MATERIAL SHOWN: Begin
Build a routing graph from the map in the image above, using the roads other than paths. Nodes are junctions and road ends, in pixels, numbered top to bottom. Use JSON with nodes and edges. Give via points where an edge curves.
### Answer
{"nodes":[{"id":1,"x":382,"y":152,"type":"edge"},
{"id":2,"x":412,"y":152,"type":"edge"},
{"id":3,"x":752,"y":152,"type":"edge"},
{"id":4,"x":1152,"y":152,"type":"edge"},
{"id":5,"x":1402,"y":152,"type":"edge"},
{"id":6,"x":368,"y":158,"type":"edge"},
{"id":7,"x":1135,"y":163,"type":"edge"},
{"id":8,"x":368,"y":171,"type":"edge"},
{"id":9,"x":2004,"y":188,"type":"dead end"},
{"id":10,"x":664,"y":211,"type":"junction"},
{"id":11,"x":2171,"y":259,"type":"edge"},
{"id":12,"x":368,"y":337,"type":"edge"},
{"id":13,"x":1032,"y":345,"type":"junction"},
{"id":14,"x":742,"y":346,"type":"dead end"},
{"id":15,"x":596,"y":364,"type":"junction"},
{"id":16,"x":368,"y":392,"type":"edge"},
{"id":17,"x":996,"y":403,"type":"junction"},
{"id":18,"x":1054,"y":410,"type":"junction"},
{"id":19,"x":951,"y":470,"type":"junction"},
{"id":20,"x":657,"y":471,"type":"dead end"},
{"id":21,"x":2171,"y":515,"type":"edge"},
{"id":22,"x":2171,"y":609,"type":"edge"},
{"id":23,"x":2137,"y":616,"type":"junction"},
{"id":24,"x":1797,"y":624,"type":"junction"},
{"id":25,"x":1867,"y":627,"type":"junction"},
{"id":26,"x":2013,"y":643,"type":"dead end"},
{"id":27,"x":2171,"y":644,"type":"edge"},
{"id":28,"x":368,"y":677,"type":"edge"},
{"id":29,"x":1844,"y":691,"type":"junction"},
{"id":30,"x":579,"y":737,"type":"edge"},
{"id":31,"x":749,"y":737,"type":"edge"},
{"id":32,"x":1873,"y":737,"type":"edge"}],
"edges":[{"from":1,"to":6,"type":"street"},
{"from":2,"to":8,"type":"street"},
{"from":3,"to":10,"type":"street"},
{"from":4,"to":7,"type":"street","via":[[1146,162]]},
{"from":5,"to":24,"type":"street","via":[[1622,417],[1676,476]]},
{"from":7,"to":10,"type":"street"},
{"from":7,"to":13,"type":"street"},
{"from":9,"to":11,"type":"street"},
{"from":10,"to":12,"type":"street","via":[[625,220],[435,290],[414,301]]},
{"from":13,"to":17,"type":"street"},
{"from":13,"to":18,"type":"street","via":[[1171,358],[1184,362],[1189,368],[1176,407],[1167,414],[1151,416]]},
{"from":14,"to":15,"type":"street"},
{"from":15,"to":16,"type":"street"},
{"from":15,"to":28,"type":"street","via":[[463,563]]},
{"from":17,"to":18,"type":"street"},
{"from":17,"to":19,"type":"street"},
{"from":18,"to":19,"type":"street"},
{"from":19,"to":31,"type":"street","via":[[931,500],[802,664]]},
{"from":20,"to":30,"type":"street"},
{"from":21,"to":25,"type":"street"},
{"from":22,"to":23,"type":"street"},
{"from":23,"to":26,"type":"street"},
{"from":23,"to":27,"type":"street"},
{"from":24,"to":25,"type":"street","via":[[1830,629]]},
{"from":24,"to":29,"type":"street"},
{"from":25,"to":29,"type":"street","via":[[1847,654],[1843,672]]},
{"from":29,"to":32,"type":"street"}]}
MATERIAL SHOWN: End
> [BRIEF]
Show every line of the data in which the word "edges" appears.

> [OUTPUT BELOW]
Build a routing graph from the map in the image above, using the roads other than paths. Nodes are junctions and road ends, in pixels, numbered top to bottom. Use JSON with nodes and edges. Give via points where an edge curves.
"edges":[{"from":1,"to":6,"type":"street"},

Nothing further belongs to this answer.